* [What this task involves]: Leaving out any pictures, transcribe every record exactly.

* [Available data]:
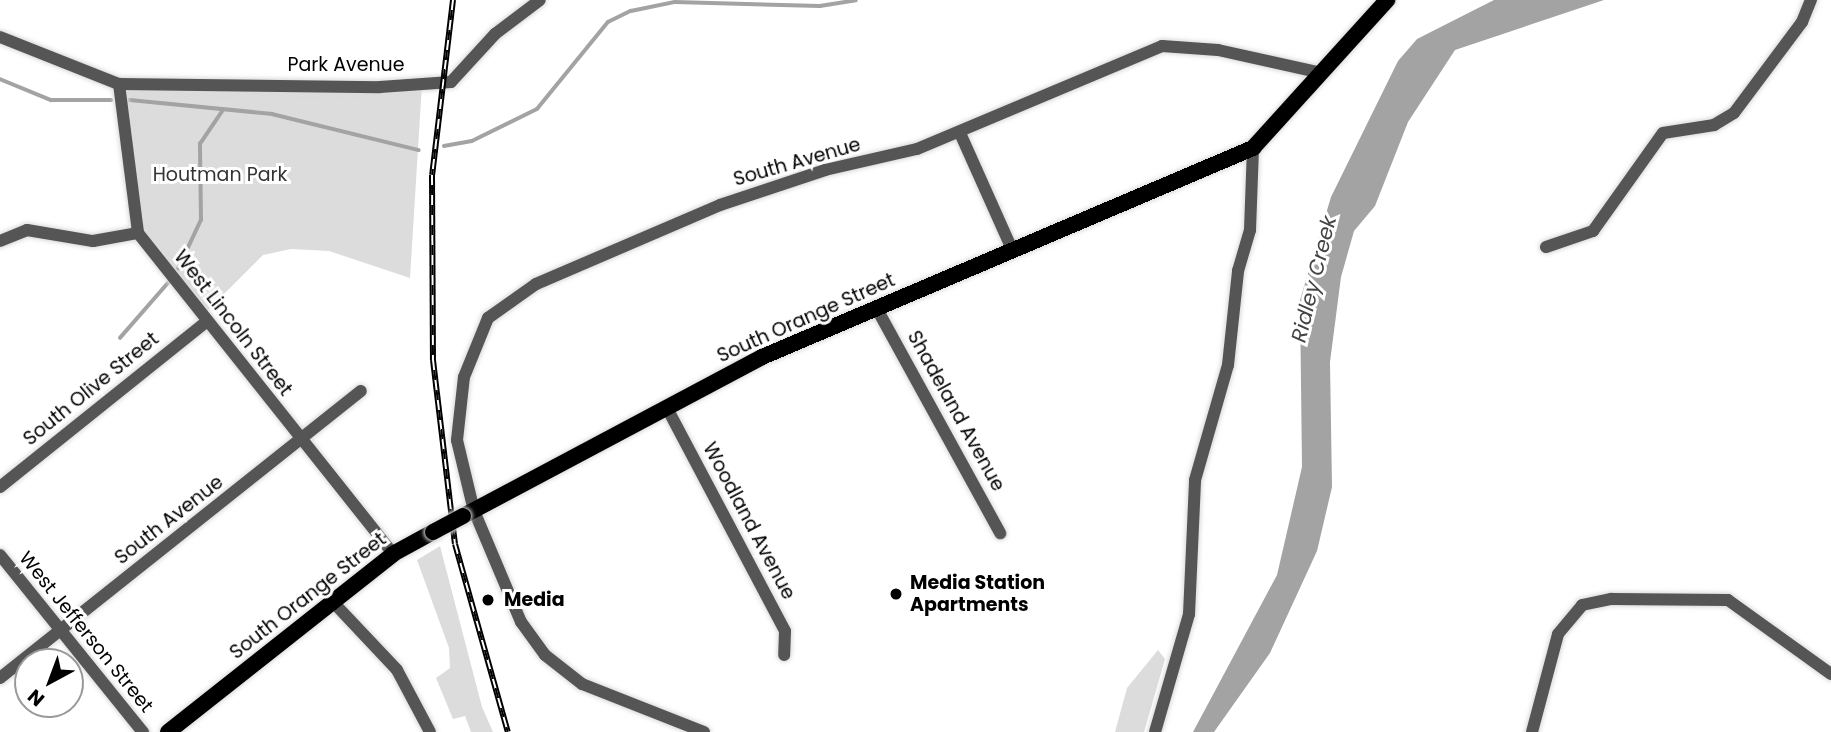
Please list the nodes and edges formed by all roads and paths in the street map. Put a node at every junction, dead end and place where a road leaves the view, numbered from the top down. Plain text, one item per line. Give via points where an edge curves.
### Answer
1 (540, 0) edge
2 (1387, 0) edge
3 (1811, 0) edge
4 (0, 37) edge
5 (1322, 73) junction
6 (119, 84) junction
7 (960, 133) junction
8 (1253, 148) junction
9 (138, 233) junction
10 (0, 241) edge
11 (1546, 247) dead end
12 (1012, 248) junction
13 (877, 309) junction
14 (206, 321) junction
15 (361, 391) dead end
16 (667, 408) junction
17 (302, 440) junction
18 (0, 487) edge
19 (469, 514) junction
20 (1000, 533) dead end
21 (393, 554) junction
22 (0, 555) edge
23 (333, 602) junction
24 (60, 630) junction
25 (784, 656) dead end
26 (1831, 674) edge
27 (0, 678) edge
28 (143, 732) edge
29 (168, 732) edge
30 (430, 732) edge
31 (704, 732) edge
32 (1155, 732) edge
33 (1532, 732) edge

1 - 6 street, Park Avenue via 495,34 451,82
2 - 5 main road, South Orange Street
3 - 11 street via 1802,22 1734,113 1714,125 1663,133 1592,231
4 - 6 street
5 - 7 street, South Avenue via 1219,50 1162,46
5 - 8 main road, South Orange Street
6 - 9 street
7 - 12 street
7 - 19 street, South Avenue via 720,205 510,298 488,318 464,377 457,440
8 - 12 main road, South Orange Street
8 - 32 street via 1250,230 1238,271 1228,365 1195,480 1189,614
9 - 10 street via 93,241 27,230
9 - 14 street, West Lincoln Street
12 - 13 main road, South Orange Street
13 - 16 main road, South Orange Street via 762,356
13 - 20 street, Shadeland Avenue
14 - 17 street, West Lincoln Street
14 - 18 street, South Olive Street
15 - 17 street, South Avenue
16 - 19 main road, South Orange Street
16 - 25 street, Woodland Avenue via 785,631
17 - 21 street, West Lincoln Street
17 - 24 street, South Avenue
19 - 21 main road, South Orange Street, bridge
19 - 31 street, South Avenue via 521,622 545,655 608,696
21 - 23 main road, South Orange Street
22 - 24 street, West Jefferson Street
23 - 29 main road, South Orange Street
23 - 30 street via 397,670
24 - 27 street, South Avenue
24 - 28 street, West Jefferson Street
26 - 33 street via 1793,651 1752,612 1728,600 1611,599 1581,605 1558,634

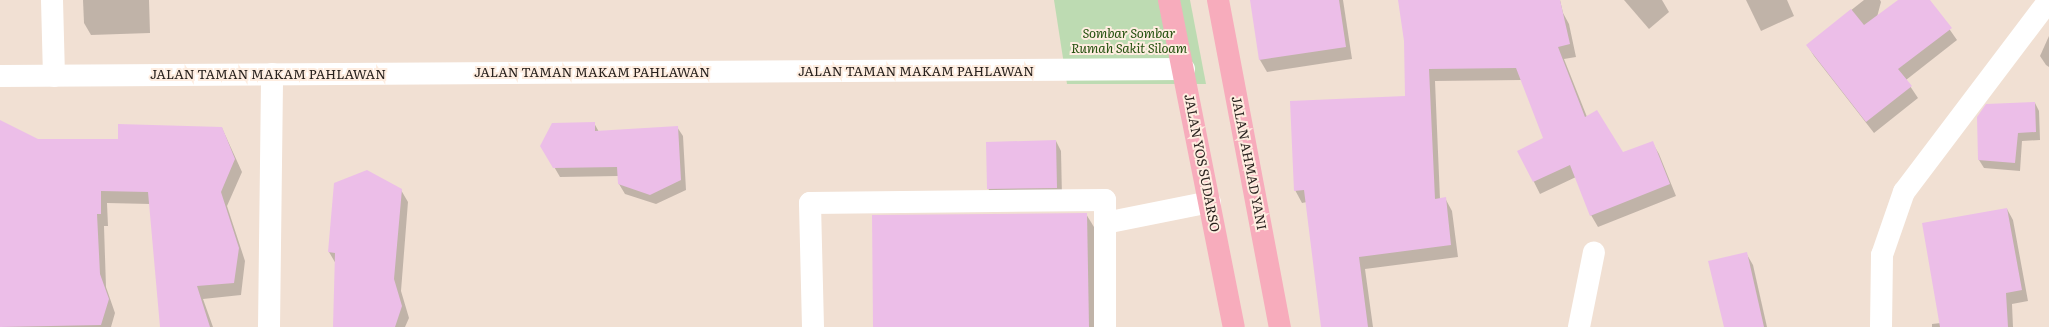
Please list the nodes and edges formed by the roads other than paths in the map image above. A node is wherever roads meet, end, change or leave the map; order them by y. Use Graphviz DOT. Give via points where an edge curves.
graph roads {
  1 [pos="52,0"];
  2 [pos="1169,0"];
  3 [pos="1218,0"];
  4 [pos="2049,0"];
  5 [pos="1184,69"];
  6 [pos="272,74"];
  7 [pos="0,76"];
  8 [pos="54,76"];
  9 [pos="1210,202"];
  10 [pos="1105,223"];
  11 [pos="1594,252"];
  12 [pos="269,327"];
  13 [pos="813,327"];
  14 [pos="1105,327"];
  15 [pos="1234,327"];
  16 [pos="1280,327"];
  17 [pos="1579,327"];
  18 [pos="1881,327"];
  1 -- 8 [label="street"];
  2 -- 5 [label="highway, JALAN YOS SUDARSO"];
  3 -- 16 [label="highway, JALAN AHMAD YANI"];
  4 -- 18 [label="street" via="1904,192 1882,255"];
  5 -- 6 [label="street, JALAN TAMAN MAKAM PAHLAWAN"];
  5 -- 9 [label="highway, JALAN YOS SUDARSO"];
  6 -- 8 [label="street, JALAN TAMAN MAKAM PAHLAWAN"];
  6 -- 12 [label="street"];
  7 -- 8 [label="street, JALAN TAMAN MAKAM PAHLAWAN"];
  9 -- 10 [label="street"];
  9 -- 15 [label="highway, JALAN YOS SUDARSO"];
  10 -- 13 [label="street" via="1105,200 810,203"];
  10 -- 14 [label="street"];
  11 -- 17 [label="street"];
}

* [Reply to the task]:
Please list the nodes and edges formed by all roads and paths in the street map. Put a node at every junction, dead end and place where a road leaves the view, numbered from the top down. Plain text, one item per line. Give via points where an edge curves.
### Answer
1 (540, 0) edge
2 (1387, 0) edge
3 (1811, 0) edge
4 (0, 37) edge
5 (1322, 73) junction
6 (119, 84) junction
7 (960, 133) junction
8 (1253, 148) junction
9 (138, 233) junction
10 (0, 241) edge
11 (1546, 247) dead end
12 (1012, 248) junction
13 (877, 309) junction
14 (206, 321) junction
15 (361, 391) dead end
16 (667, 408) junction
17 (302, 440) junction
18 (0, 487) edge
19 (469, 514) junction
20 (1000, 533) dead end
21 (393, 554) junction
22 (0, 555) edge
23 (333, 602) junction
24 (60, 630) junction
25 (784, 656) dead end
26 (1831, 674) edge
27 (0, 678) edge
28 (143, 732) edge
29 (168, 732) edge
30 (430, 732) edge
31 (704, 732) edge
32 (1155, 732) edge
33 (1532, 732) edge

1 - 6 street, Park Avenue via 495,34 451,82
2 - 5 main road, South Orange Street
3 - 11 street via 1802,22 1734,113 1714,125 1663,133 1592,231
4 - 6 street
5 - 7 street, South Avenue via 1219,50 1162,46
5 - 8 main road, South Orange Street
6 - 9 street
7 - 12 street
7 - 19 street, South Avenue via 720,205 510,298 488,318 464,377 457,440
8 - 12 main road, South Orange Street
8 - 32 street via 1250,230 1238,271 1228,365 1195,480 1189,614
9 - 10 street via 93,241 27,230
9 - 14 street, West Lincoln Street
12 - 13 main road, South Orange Street
13 - 16 main road, South Orange Street via 762,356
13 - 20 street, Shadeland Avenue
14 - 17 street, West Lincoln Street
14 - 18 street, South Olive Street
15 - 17 street, South Avenue
16 - 19 main road, South Orange Street
16 - 25 street, Woodland Avenue via 785,631
17 - 21 street, West Lincoln Street
17 - 24 street, South Avenue
19 - 21 main road, South Orange Street, bridge
19 - 31 street, South Avenue via 521,622 545,655 608,696
21 - 23 main road, South Orange Street
22 - 24 street, West Jefferson Street
23 - 29 main road, South Orange Street
23 - 30 street via 397,670
24 - 27 street, South Avenue
24 - 28 street, West Jefferson Street
26 - 33 street via 1793,651 1752,612 1728,600 1611,599 1581,605 1558,634

Please list the nodes and edges formed by the roads other than paths in the map image above. A node is wherever roads meet, end, change or leave the map; order them by y. Use Graphviz DOT. Give via points where an edge curves.
graph roads {
  1 [pos="52,0"];
  2 [pos="1169,0"];
  3 [pos="1218,0"];
  4 [pos="2049,0"];
  5 [pos="1184,69"];
  6 [pos="272,74"];
  7 [pos="0,76"];
  8 [pos="54,76"];
  9 [pos="1210,202"];
  10 [pos="1105,223"];
  11 [pos="1594,252"];
  12 [pos="269,327"];
  13 [pos="813,327"];
  14 [pos="1105,327"];
  15 [pos="1234,327"];
  16 [pos="1280,327"];
  17 [pos="1579,327"];
  18 [pos="1881,327"];
  1 -- 8 [label="street"];
  2 -- 5 [label="highway, JALAN YOS SUDARSO"];
  3 -- 16 [label="highway, JALAN AHMAD YANI"];
  4 -- 18 [label="street" via="1904,192 1882,255"];
  5 -- 6 [label="street, JALAN TAMAN MAKAM PAHLAWAN"];
  5 -- 9 [label="highway, JALAN YOS SUDARSO"];
  6 -- 8 [label="street, JALAN TAMAN MAKAM PAHLAWAN"];
  6 -- 12 [label="street"];
  7 -- 8 [label="street, JALAN TAMAN MAKAM PAHLAWAN"];
  9 -- 10 [label="street"];
  9 -- 15 [label="highway, JALAN YOS SUDARSO"];
  10 -- 13 [label="street" via="1105,200 810,203"];
  10 -- 14 [label="street"];
  11 -- 17 [label="street"];
}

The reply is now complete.